### Information shown
* * *

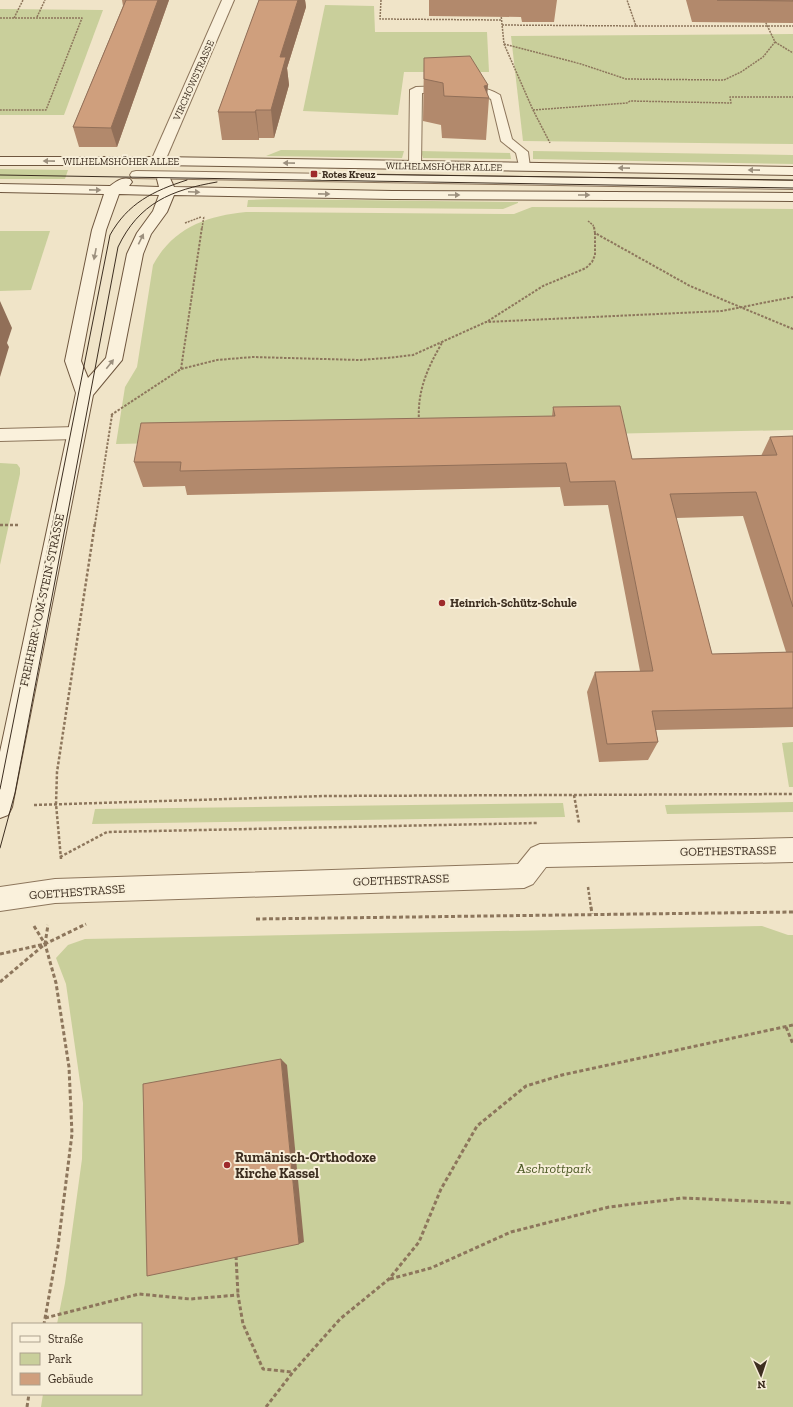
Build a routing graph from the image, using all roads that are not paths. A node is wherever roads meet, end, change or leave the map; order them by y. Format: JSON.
{"nodes":[{"id":1,"x":228,"y":0,"type":"edge"},
{"id":2,"x":0,"y":161,"type":"edge"},
{"id":3,"x":158,"y":161,"type":"junction"},
{"id":4,"x":416,"y":166,"type":"junction"},
{"id":5,"x":524,"y":167,"type":"junction"},
{"id":6,"x":793,"y":171,"type":"edge"},
{"id":7,"x":136,"y":175,"type":"junction"},
{"id":8,"x":163,"y":175,"type":"junction"},
{"id":9,"x":793,"y":185,"type":"edge"},
{"id":10,"x":0,"y":188,"type":"edge"},
{"id":11,"x":113,"y":190,"type":"junction"},
{"id":12,"x":168,"y":191,"type":"junction"},
{"id":13,"x":793,"y":197,"type":"edge"},
{"id":14,"x":85,"y":393,"type":"junction"},
{"id":15,"x":76,"y":433,"type":"junction"},
{"id":16,"x":0,"y":435,"type":"edge"},
{"id":17,"x":0,"y":806,"type":"edge"},
{"id":18,"x":793,"y":850,"type":"edge"},
{"id":19,"x":0,"y":899,"type":"edge"}],
"edges":[{"from":1,"to":3,"type":"street","name":"VIRCHOWSTRASSE"},
{"from":3,"to":2,"type":"street","name":"WILHELMSHÖHER ALLEE","one_way":true},
{"from":4,"to":3,"type":"street","name":"WILHELMSHÖHER ALLEE","one_way":true},
{"from":3,"to":7,"type":"street"},
{"from":3,"to":8,"type":"street"},
{"from":4,"to":5,"type":"street","name":"WILHELMSHÖHER ALLEE"},
{"from":4,"to":5,"type":"lane"},
{"from":6,"to":5,"type":"street","name":"WILHELMSHÖHER ALLEE","one_way":true},
{"from":7,"to":8,"type":"lane"},
{"from":7,"to":11,"type":"street"},
{"from":8,"to":9,"type":"lane"},
{"from":8,"to":12,"type":"street"},
{"from":10,"to":11,"type":"street","one_way":true},
{"from":11,"to":12,"type":"street"},
{"from":11,"to":14,"type":"street","one_way":true},
{"from":12,"to":13,"type":"street","one_way":true},
{"from":14,"to":12,"type":"street","name":"FREIHERR-VOM-STEIN-STRASSE","one_way":true},
{"from":14,"to":15,"type":"street","name":"FREIHERR-VOM-STEIN-STRASSE"},
{"from":15,"to":16,"type":"street"},
{"from":15,"to":17,"type":"street","name":"FREIHERR-VOM-STEIN-STRASSE"},
{"from":18,"to":19,"type":"street","name":"GOETHESTRASSE"}]}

* * *

### What needs to be done
If a line in the records contains the word "FREIHERR", copy it.

### Your solution
{"from":14,"to":12,"type":"street","name":"FREIHERR-VOM-STEIN-STRASSE","one_way":true},
{"from":14,"to":15,"type":"street","name":"FREIHERR-VOM-STEIN-STRASSE"},
{"from":15,"to":17,"type":"street","name":"FREIHERR-VOM-STEIN-STRASSE"},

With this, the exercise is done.